### Data for this exercise
*** Begin section ***

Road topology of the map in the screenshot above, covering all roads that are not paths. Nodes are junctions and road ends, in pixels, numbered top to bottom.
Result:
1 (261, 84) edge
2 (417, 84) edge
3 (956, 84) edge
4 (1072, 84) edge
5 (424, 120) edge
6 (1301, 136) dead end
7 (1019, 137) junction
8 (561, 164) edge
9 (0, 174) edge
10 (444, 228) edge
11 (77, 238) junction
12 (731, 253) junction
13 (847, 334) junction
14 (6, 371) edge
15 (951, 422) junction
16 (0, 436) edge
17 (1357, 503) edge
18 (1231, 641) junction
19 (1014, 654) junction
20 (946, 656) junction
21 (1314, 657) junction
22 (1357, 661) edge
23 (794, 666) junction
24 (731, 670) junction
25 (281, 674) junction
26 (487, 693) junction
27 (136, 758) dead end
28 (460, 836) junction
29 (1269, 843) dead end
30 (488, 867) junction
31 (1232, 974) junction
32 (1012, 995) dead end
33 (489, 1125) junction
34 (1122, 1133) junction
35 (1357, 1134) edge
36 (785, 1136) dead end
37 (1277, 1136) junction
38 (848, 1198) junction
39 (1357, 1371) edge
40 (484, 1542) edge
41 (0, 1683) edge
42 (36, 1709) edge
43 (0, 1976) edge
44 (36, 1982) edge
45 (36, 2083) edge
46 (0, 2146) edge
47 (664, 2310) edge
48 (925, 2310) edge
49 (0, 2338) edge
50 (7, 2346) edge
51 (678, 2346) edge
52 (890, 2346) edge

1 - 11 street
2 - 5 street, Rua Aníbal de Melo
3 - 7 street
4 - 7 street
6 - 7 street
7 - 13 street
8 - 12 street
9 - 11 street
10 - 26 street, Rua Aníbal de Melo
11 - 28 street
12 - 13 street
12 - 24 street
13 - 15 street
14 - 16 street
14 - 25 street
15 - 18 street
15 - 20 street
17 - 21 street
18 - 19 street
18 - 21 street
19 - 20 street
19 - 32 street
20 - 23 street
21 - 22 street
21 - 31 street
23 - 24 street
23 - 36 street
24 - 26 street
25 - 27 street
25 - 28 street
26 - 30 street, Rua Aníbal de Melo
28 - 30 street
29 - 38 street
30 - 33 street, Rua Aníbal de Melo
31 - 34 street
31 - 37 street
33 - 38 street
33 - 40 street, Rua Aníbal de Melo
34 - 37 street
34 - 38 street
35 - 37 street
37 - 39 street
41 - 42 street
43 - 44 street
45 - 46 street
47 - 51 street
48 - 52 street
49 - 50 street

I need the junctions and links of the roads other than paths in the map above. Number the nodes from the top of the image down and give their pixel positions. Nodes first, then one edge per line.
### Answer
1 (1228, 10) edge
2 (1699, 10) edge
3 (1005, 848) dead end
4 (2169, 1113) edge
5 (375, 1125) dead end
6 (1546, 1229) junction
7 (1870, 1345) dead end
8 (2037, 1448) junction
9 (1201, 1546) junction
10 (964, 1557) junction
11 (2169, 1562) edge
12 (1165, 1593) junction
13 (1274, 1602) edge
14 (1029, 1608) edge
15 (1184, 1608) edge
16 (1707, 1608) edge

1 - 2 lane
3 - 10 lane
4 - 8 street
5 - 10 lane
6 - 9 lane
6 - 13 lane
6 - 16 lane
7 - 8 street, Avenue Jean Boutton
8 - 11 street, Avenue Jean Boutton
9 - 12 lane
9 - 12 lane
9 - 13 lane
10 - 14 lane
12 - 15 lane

*** End section ***

### To do
Across the listing above, how many lines include the word "Jean"? Answer with only the number.

### Solution for this exercise
2